Sunday, March 05, 2006
According to research from GfK NOP, while 67% of U.S. consumers in 1977 called Word-of-Mouth (WOM) one of the best sources for new product information, that number exploded to 92% in 2005.1 The consumer marketing world has been interested in the power of buzz to influence sales for some time and while WOM strategies may be different on the business-to-business side, I suspect a poll of B2B buyers would reveal similarly strong faith in the power of word-of-mouth marketing – after all people tend to trust the word of other people more than companies. Tracking all this to some quantifiable measure of its ability to increase brand awareness and drive revenue growth turns out (as always) to be the hairy part.
However, tools to do just that are emerging: advanced search engines utilizing automated linguistic legerdemain to monitor the blogosphere, message boards and other online places consumers congregate. Of course, these snazzy new tools are also fairly expensive. According to BtoB magazine the average contract for Intelliseek’s new Brandpulse Internet monitoring service is about $75,0002 — likely out of reach for most small-to-medium sized businesses and budget-strapped corporate marketing departments.

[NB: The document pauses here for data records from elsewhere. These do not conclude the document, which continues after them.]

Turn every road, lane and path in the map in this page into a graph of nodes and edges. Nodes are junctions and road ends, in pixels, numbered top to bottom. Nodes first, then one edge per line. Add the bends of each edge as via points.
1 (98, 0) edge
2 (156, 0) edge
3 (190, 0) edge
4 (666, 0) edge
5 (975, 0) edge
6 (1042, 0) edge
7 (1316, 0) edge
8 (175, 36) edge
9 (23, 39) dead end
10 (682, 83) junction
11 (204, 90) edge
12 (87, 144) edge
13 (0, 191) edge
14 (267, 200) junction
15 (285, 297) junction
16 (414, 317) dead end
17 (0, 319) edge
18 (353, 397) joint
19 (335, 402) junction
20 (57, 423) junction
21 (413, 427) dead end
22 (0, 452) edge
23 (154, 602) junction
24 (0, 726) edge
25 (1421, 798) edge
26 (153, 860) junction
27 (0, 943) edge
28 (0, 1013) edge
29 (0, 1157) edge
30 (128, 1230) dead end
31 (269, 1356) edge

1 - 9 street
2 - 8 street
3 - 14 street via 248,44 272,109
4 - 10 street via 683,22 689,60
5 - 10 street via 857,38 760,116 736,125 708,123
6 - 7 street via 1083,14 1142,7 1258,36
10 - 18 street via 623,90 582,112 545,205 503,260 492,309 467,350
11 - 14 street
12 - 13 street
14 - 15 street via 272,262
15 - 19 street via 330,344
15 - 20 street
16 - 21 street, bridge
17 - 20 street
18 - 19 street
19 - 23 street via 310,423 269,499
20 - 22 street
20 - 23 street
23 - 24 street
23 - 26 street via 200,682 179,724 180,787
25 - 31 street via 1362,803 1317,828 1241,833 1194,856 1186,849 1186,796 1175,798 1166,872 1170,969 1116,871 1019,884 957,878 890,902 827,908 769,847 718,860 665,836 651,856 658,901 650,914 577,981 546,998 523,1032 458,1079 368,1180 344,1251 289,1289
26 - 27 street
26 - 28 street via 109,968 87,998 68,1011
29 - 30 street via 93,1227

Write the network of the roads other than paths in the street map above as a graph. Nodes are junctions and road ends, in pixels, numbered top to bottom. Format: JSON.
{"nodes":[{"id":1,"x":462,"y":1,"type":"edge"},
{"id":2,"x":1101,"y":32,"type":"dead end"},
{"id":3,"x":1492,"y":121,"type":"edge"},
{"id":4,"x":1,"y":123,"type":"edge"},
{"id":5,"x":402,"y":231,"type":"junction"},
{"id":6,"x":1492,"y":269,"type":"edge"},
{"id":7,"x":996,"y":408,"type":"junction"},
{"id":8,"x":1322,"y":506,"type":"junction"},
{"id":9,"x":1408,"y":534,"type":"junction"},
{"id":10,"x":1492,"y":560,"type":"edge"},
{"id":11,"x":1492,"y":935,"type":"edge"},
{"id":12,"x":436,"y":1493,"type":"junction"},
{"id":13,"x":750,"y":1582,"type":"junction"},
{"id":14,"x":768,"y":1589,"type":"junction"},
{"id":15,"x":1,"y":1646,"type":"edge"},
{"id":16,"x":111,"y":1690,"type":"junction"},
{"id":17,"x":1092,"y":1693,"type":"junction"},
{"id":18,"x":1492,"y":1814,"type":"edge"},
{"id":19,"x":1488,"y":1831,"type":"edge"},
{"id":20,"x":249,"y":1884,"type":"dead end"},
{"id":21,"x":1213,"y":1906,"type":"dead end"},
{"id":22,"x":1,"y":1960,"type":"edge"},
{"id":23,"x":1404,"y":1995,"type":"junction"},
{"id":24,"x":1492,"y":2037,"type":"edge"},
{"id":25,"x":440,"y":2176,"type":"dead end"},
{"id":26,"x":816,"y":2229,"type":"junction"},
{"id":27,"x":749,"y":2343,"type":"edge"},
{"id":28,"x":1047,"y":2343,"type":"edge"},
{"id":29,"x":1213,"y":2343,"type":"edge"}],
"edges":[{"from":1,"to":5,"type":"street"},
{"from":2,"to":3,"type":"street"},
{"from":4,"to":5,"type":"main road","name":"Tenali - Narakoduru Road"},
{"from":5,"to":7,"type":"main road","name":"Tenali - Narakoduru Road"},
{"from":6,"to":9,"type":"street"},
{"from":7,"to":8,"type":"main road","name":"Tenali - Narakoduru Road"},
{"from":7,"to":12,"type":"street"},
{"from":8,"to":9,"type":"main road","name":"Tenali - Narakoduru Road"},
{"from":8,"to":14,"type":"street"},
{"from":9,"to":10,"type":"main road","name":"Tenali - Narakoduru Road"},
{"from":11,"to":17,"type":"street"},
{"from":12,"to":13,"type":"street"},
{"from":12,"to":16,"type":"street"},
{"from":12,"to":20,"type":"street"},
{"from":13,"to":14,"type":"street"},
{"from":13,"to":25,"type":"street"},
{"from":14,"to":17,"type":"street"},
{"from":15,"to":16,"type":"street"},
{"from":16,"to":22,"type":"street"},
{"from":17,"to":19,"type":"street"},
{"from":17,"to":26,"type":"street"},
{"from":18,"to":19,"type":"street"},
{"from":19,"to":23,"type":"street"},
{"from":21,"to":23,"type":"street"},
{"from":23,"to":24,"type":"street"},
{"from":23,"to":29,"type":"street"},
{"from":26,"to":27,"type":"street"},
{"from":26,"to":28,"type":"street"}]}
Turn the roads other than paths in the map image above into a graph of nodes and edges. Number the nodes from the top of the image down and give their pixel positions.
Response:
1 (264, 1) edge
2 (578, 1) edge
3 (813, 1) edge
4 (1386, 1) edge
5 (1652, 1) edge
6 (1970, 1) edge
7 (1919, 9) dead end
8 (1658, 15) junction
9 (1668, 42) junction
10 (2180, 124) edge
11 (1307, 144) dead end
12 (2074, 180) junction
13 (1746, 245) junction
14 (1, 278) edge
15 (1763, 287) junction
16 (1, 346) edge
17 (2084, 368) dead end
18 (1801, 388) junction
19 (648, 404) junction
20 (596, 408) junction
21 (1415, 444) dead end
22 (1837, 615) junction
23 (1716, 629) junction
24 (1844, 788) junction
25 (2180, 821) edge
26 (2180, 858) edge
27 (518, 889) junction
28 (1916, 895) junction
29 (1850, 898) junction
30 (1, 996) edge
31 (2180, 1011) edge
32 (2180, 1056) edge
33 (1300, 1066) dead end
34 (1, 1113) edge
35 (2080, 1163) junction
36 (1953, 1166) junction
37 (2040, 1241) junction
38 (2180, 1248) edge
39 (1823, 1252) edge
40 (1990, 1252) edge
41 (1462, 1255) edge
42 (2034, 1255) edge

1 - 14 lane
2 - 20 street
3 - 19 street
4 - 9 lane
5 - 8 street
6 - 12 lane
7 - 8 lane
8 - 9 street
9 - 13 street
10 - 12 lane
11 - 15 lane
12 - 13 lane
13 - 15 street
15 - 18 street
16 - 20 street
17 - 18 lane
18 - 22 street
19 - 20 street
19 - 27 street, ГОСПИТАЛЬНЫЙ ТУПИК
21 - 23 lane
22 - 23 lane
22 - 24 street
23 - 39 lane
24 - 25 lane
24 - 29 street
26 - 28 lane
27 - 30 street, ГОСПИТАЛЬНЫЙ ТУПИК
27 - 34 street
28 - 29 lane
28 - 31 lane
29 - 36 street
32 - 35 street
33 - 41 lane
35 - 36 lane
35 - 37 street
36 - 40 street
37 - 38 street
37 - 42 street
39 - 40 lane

But knowing what’s being said (good or bad) about your company and brands is too important to give up on just because the budget is lacking for formalized tools. Since a focus of this blog is on applying grass roots methods of measurement, in a moment of insanity I thought I’d take a stab at piecing together a “simple” B2B WOM measurement tool myself to track brand reach and perception online. I’ll be mentioning more about that effort in the weeks to come. In the meantime, I discovered you can actually tease quite a bit out of Intelliseek’s Blogpulse search tool for free, as well as find out what’s being said about you using Boardreader to search comments posted to message boards. Give it a try.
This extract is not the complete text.